• [Exercise aim]: Reproduce the entries exactly, but keep the pictures out of the copy.

======== Records shown

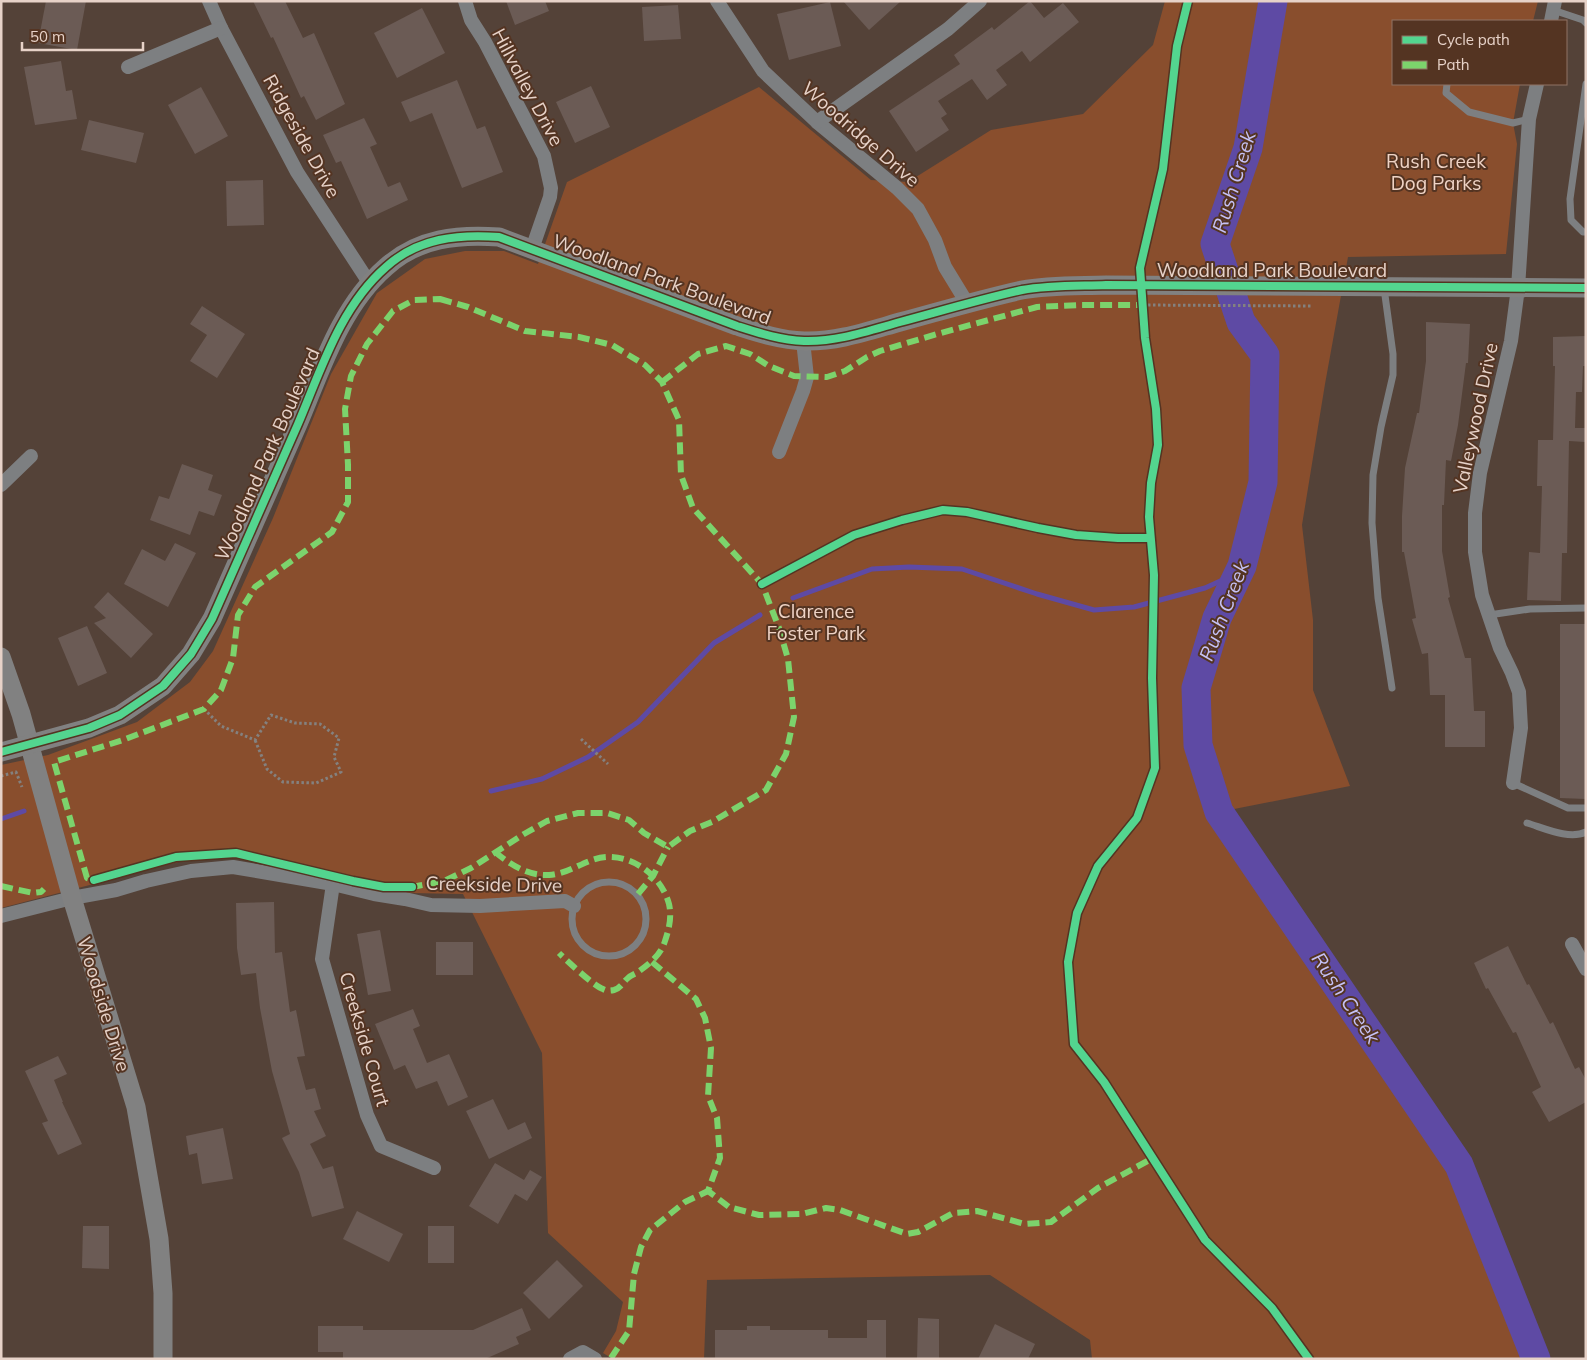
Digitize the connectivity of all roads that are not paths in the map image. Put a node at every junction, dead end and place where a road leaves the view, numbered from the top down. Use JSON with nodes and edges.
{"nodes":[{"id":1,"x":209,"y":1,"type":"edge"},
{"id":2,"x":465,"y":1,"type":"edge"},
{"id":3,"x":717,"y":1,"type":"edge"},
{"id":4,"x":980,"y":1,"type":"edge"},
{"id":5,"x":1553,"y":11,"type":"edge"},
{"id":6,"x":1586,"y":23,"type":"edge"},
{"id":7,"x":221,"y":28,"type":"junction"},
{"id":8,"x":128,"y":67,"type":"dead end"},
{"id":9,"x":1586,"y":84,"type":"edge"},
{"id":10,"x":1447,"y":85,"type":"edge"},
{"id":11,"x":1537,"y":85,"type":"edge"},
{"id":12,"x":1529,"y":119,"type":"junction"},
{"id":13,"x":817,"y":122,"type":"junction"},
{"id":14,"x":1586,"y":232,"type":"edge"},
{"id":15,"x":532,"y":249,"type":"junction"},
{"id":16,"x":370,"y":284,"type":"junction"},
{"id":17,"x":1384,"y":288,"type":"junction"},
{"id":18,"x":1518,"y":288,"type":"junction"},
{"id":19,"x":1586,"y":288,"type":"edge"},
{"id":20,"x":967,"y":303,"type":"junction"},
{"id":21,"x":803,"y":341,"type":"junction"},
{"id":22,"x":779,"y":452,"type":"dead end"},
{"id":23,"x":31,"y":456,"type":"dead end"},
{"id":24,"x":1,"y":485,"type":"edge"},
{"id":25,"x":1586,"y":608,"type":"edge"},
{"id":26,"x":1489,"y":615,"type":"junction"},
{"id":27,"x":1,"y":657,"type":"edge"},
{"id":28,"x":1392,"y":688,"type":"dead end"},
{"id":29,"x":29,"y":744,"type":"junction"},
{"id":30,"x":1,"y":752,"type":"edge"},
{"id":31,"x":1513,"y":783,"type":"joint"},
{"id":32,"x":1586,"y":808,"type":"edge"},
{"id":33,"x":1527,"y":823,"type":"dead end"},
{"id":34,"x":1586,"y":832,"type":"edge"},
{"id":35,"x":333,"y":884,"type":"junction"},
{"id":36,"x":72,"y":898,"type":"junction"},
{"id":37,"x":574,"y":906,"type":"junction"},
{"id":38,"x":1,"y":916,"type":"edge"},
{"id":39,"x":1572,"y":944,"type":"dead end"},
{"id":40,"x":1586,"y":969,"type":"edge"},
{"id":41,"x":434,"y":1168,"type":"dead end"},
{"id":42,"x":589,"y":1355,"type":"edge"},
{"id":43,"x":163,"y":1359,"type":"edge"},
{"id":44,"x":570,"y":1359,"type":"edge"}],
"edges":[{"from":1,"to":7,"type":"street","name":"Ridgeside Drive"},
{"from":2,"to":15,"type":"street","name":"Hillvalley Drive"},
{"from":3,"to":13,"type":"street","name":"Woodridge Drive"},
{"from":4,"to":13,"type":"street"},
{"from":5,"to":6,"type":"lane"},
{"from":7,"to":8,"type":"street"},
{"from":7,"to":16,"type":"street","name":"Ridgeside Drive"},
{"from":9,"to":14,"type":"lane"},
{"from":10,"to":12,"type":"lane"},
{"from":11,"to":12,"type":"street","name":"Valleywood Drive"},
{"from":12,"to":18,"type":"street","name":"Valleywood Drive"},
{"from":13,"to":20,"type":"street","name":"Woodridge Drive"},
{"from":15,"to":16,"type":"street","name":"Woodland Park Boulevard"},
{"from":15,"to":21,"type":"street","name":"Woodland Park Boulevard"},
{"from":16,"to":29,"type":"street","name":"Woodland Park Boulevard"},
{"from":17,"to":18,"type":"street","name":"Woodland Park Boulevard"},
{"from":17,"to":20,"type":"street","name":"Woodland Park Boulevard"},
{"from":17,"to":28,"type":"lane"},
{"from":18,"to":19,"type":"street","name":"Woodland Park Boulevard"},
{"from":18,"to":26,"type":"street","name":"Valleywood Drive"},
{"from":20,"to":21,"type":"street","name":"Woodland Park Boulevard"},
{"from":21,"to":22,"type":"street"},
{"from":23,"to":24,"type":"street"},
{"from":25,"to":26,"type":"lane"},
{"from":26,"to":31,"type":"street","name":"Valleywood Drive"},
{"from":27,"to":29,"type":"street","name":"Woodside Drive"},
{"from":29,"to":30,"type":"street","name":"Woodland Park Boulevard"},
{"from":29,"to":36,"type":"street","name":"Woodside Drive"},
{"from":31,"to":32,"type":"lane"},
{"from":33,"to":34,"type":"lane"},
{"from":35,"to":36,"type":"street","name":"Creekside Drive"},
{"from":35,"to":37,"type":"street","name":"Creekside Drive"},
{"from":35,"to":41,"type":"street","name":"Creekside Court"},
{"from":36,"to":38,"type":"street","name":"Creekside Drive"},
{"from":36,"to":43,"type":"street","name":"Woodside Drive"},
{"from":37,"to":37,"type":"lane"},
{"from":39,"to":40,"type":"street"},
{"from":42,"to":44,"type":"street"}]}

================

• [Your solution]:
Digitize the connectivity of all roads that are not paths in the map image. Put a node at every junction, dead end and place where a road leaves the view, numbered from the top down. Use JSON with nodes and edges.
{"nodes":[{"id":1,"x":209,"y":1,"type":"edge"},
{"id":2,"x":465,"y":1,"type":"edge"},
{"id":3,"x":717,"y":1,"type":"edge"},
{"id":4,"x":980,"y":1,"type":"edge"},
{"id":5,"x":1553,"y":11,"type":"edge"},
{"id":6,"x":1586,"y":23,"type":"edge"},
{"id":7,"x":221,"y":28,"type":"junction"},
{"id":8,"x":128,"y":67,"type":"dead end"},
{"id":9,"x":1586,"y":84,"type":"edge"},
{"id":10,"x":1447,"y":85,"type":"edge"},
{"id":11,"x":1537,"y":85,"type":"edge"},
{"id":12,"x":1529,"y":119,"type":"junction"},
{"id":13,"x":817,"y":122,"type":"junction"},
{"id":14,"x":1586,"y":232,"type":"edge"},
{"id":15,"x":532,"y":249,"type":"junction"},
{"id":16,"x":370,"y":284,"type":"junction"},
{"id":17,"x":1384,"y":288,"type":"junction"},
{"id":18,"x":1518,"y":288,"type":"junction"},
{"id":19,"x":1586,"y":288,"type":"edge"},
{"id":20,"x":967,"y":303,"type":"junction"},
{"id":21,"x":803,"y":341,"type":"junction"},
{"id":22,"x":779,"y":452,"type":"dead end"},
{"id":23,"x":31,"y":456,"type":"dead end"},
{"id":24,"x":1,"y":485,"type":"edge"},
{"id":25,"x":1586,"y":608,"type":"edge"},
{"id":26,"x":1489,"y":615,"type":"junction"},
{"id":27,"x":1,"y":657,"type":"edge"},
{"id":28,"x":1392,"y":688,"type":"dead end"},
{"id":29,"x":29,"y":744,"type":"junction"},
{"id":30,"x":1,"y":752,"type":"edge"},
{"id":31,"x":1513,"y":783,"type":"joint"},
{"id":32,"x":1586,"y":808,"type":"edge"},
{"id":33,"x":1527,"y":823,"type":"dead end"},
{"id":34,"x":1586,"y":832,"type":"edge"},
{"id":35,"x":333,"y":884,"type":"junction"},
{"id":36,"x":72,"y":898,"type":"junction"},
{"id":37,"x":574,"y":906,"type":"junction"},
{"id":38,"x":1,"y":916,"type":"edge"},
{"id":39,"x":1572,"y":944,"type":"dead end"},
{"id":40,"x":1586,"y":969,"type":"edge"},
{"id":41,"x":434,"y":1168,"type":"dead end"},
{"id":42,"x":589,"y":1355,"type":"edge"},
{"id":43,"x":163,"y":1359,"type":"edge"},
{"id":44,"x":570,"y":1359,"type":"edge"}],
"edges":[{"from":1,"to":7,"type":"street","name":"Ridgeside Drive"},
{"from":2,"to":15,"type":"street","name":"Hillvalley Drive"},
{"from":3,"to":13,"type":"street","name":"Woodridge Drive"},
{"from":4,"to":13,"type":"street"},
{"from":5,"to":6,"type":"lane"},
{"from":7,"to":8,"type":"street"},
{"from":7,"to":16,"type":"street","name":"Ridgeside Drive"},
{"from":9,"to":14,"type":"lane"},
{"from":10,"to":12,"type":"lane"},
{"from":11,"to":12,"type":"street","name":"Valleywood Drive"},
{"from":12,"to":18,"type":"street","name":"Valleywood Drive"},
{"from":13,"to":20,"type":"street","name":"Woodridge Drive"},
{"from":15,"to":16,"type":"street","name":"Woodland Park Boulevard"},
{"from":15,"to":21,"type":"street","name":"Woodland Park Boulevard"},
{"from":16,"to":29,"type":"street","name":"Woodland Park Boulevard"},
{"from":17,"to":18,"type":"street","name":"Woodland Park Boulevard"},
{"from":17,"to":20,"type":"street","name":"Woodland Park Boulevard"},
{"from":17,"to":28,"type":"lane"},
{"from":18,"to":19,"type":"street","name":"Woodland Park Boulevard"},
{"from":18,"to":26,"type":"street","name":"Valleywood Drive"},
{"from":20,"to":21,"type":"street","name":"Woodland Park Boulevard"},
{"from":21,"to":22,"type":"street"},
{"from":23,"to":24,"type":"street"},
{"from":25,"to":26,"type":"lane"},
{"from":26,"to":31,"type":"street","name":"Valleywood Drive"},
{"from":27,"to":29,"type":"street","name":"Woodside Drive"},
{"from":29,"to":30,"type":"street","name":"Woodland Park Boulevard"},
{"from":29,"to":36,"type":"street","name":"Woodside Drive"},
{"from":31,"to":32,"type":"lane"},
{"from":33,"to":34,"type":"lane"},
{"from":35,"to":36,"type":"street","name":"Creekside Drive"},
{"from":35,"to":37,"type":"street","name":"Creekside Drive"},
{"from":35,"to":41,"type":"street","name":"Creekside Court"},
{"from":36,"to":38,"type":"street","name":"Creekside Drive"},
{"from":36,"to":43,"type":"street","name":"Woodside Drive"},
{"from":37,"to":37,"type":"lane"},
{"from":39,"to":40,"type":"street"},
{"from":42,"to":44,"type":"street"}]}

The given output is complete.